Task directions: For the word "Turpin", work out how many lines in the records below contain it and state that count alone.

::: Dataset

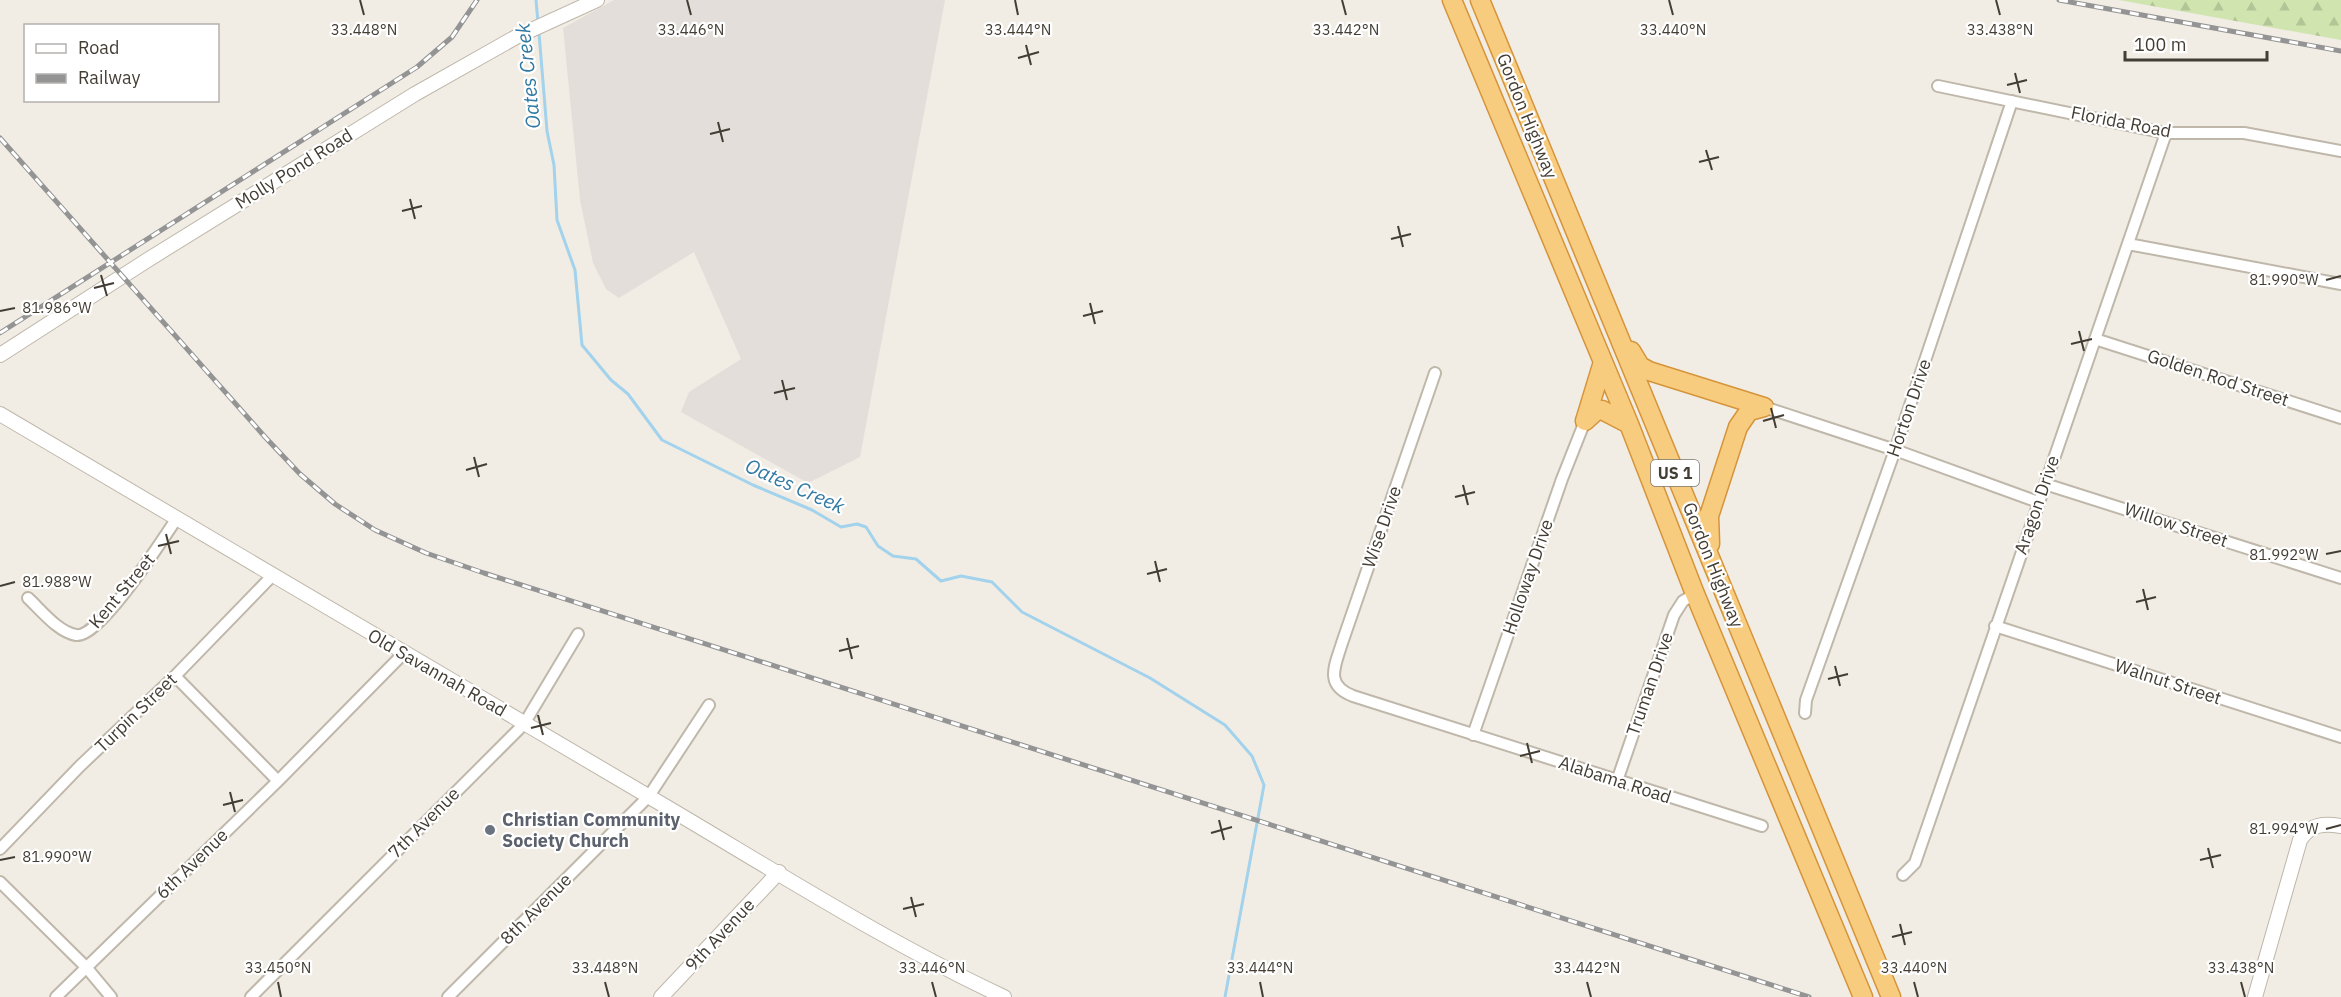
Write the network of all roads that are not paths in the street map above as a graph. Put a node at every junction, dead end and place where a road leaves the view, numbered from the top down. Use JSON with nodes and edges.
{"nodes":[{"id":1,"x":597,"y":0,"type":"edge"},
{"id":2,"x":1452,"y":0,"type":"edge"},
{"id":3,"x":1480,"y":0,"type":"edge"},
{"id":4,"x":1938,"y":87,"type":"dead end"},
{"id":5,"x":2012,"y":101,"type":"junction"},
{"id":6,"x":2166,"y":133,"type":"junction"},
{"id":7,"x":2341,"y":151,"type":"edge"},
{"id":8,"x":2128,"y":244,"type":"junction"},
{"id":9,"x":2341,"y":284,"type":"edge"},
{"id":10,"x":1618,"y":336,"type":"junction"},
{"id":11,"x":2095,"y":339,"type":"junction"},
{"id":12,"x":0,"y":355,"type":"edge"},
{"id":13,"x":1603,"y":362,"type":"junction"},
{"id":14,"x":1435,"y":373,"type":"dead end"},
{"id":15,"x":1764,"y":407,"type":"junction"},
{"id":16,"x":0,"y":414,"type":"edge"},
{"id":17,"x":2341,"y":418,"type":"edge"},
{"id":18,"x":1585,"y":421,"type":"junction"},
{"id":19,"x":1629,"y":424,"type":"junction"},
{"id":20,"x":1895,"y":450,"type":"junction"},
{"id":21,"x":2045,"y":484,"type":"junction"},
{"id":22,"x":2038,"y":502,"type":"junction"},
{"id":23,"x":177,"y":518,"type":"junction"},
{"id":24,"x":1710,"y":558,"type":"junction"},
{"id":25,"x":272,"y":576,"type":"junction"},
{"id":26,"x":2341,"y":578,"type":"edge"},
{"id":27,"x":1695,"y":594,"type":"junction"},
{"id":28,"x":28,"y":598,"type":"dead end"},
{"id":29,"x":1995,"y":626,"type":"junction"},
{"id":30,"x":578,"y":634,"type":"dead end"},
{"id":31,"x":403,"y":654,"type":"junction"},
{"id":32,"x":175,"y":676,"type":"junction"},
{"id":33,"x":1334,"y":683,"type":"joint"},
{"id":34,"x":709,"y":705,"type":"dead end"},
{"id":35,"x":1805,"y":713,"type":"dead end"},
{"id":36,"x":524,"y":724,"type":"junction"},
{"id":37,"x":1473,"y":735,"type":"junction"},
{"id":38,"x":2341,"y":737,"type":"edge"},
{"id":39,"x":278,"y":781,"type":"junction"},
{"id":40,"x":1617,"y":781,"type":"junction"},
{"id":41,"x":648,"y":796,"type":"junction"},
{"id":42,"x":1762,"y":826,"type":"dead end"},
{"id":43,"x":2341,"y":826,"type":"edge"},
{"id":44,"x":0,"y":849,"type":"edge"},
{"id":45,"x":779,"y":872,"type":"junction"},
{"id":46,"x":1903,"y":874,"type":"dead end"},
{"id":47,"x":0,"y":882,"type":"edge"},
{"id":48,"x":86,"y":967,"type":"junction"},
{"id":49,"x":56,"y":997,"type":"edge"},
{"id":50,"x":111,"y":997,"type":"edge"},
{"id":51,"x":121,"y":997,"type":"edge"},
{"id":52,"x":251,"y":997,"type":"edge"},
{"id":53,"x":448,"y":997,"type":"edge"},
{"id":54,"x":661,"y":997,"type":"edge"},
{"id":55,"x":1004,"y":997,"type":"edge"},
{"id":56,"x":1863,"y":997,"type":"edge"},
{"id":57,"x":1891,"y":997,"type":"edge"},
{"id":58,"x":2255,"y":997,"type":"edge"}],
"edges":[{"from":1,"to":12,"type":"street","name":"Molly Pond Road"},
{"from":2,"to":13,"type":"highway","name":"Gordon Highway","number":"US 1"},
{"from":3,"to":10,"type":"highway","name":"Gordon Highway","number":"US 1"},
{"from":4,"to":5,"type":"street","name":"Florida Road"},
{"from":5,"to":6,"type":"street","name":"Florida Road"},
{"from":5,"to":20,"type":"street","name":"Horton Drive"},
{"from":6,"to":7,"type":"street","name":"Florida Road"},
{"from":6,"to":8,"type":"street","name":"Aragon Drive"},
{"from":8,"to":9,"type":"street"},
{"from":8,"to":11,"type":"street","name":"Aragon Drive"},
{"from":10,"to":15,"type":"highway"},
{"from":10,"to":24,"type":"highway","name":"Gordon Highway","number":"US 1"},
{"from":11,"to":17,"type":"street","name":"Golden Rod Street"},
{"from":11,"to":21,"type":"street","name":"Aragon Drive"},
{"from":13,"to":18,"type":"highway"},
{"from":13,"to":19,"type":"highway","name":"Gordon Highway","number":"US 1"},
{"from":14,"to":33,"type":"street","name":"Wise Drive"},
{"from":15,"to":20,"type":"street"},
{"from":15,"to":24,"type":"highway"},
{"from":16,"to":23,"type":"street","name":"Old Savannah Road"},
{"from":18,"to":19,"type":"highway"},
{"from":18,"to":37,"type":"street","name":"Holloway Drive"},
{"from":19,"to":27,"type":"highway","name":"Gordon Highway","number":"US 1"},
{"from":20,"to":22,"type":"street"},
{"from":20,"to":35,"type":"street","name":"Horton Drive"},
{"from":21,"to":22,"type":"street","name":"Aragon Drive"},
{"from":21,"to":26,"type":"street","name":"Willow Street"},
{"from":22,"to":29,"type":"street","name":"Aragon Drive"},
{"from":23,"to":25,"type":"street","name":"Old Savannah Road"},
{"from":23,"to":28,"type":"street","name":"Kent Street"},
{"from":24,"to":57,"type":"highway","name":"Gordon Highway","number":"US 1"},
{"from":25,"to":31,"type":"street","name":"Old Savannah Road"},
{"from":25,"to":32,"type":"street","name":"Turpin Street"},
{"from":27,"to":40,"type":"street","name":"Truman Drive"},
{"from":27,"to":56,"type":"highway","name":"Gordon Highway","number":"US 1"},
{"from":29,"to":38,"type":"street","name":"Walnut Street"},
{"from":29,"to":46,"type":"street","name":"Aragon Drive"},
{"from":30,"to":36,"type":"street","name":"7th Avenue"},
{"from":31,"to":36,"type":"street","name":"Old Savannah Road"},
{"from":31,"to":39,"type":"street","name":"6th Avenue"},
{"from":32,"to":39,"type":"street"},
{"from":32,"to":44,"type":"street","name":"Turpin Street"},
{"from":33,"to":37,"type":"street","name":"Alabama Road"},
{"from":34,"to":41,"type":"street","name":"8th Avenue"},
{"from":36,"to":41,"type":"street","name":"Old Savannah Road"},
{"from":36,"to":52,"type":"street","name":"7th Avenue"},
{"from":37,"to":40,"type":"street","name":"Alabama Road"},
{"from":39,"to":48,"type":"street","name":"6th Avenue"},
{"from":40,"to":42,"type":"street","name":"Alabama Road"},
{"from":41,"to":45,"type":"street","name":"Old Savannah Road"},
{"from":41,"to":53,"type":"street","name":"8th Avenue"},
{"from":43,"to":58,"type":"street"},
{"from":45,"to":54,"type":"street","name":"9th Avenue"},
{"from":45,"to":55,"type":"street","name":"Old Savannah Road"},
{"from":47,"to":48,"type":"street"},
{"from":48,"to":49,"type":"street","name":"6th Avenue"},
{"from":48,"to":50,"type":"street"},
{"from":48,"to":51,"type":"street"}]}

::::::

Answer area: 2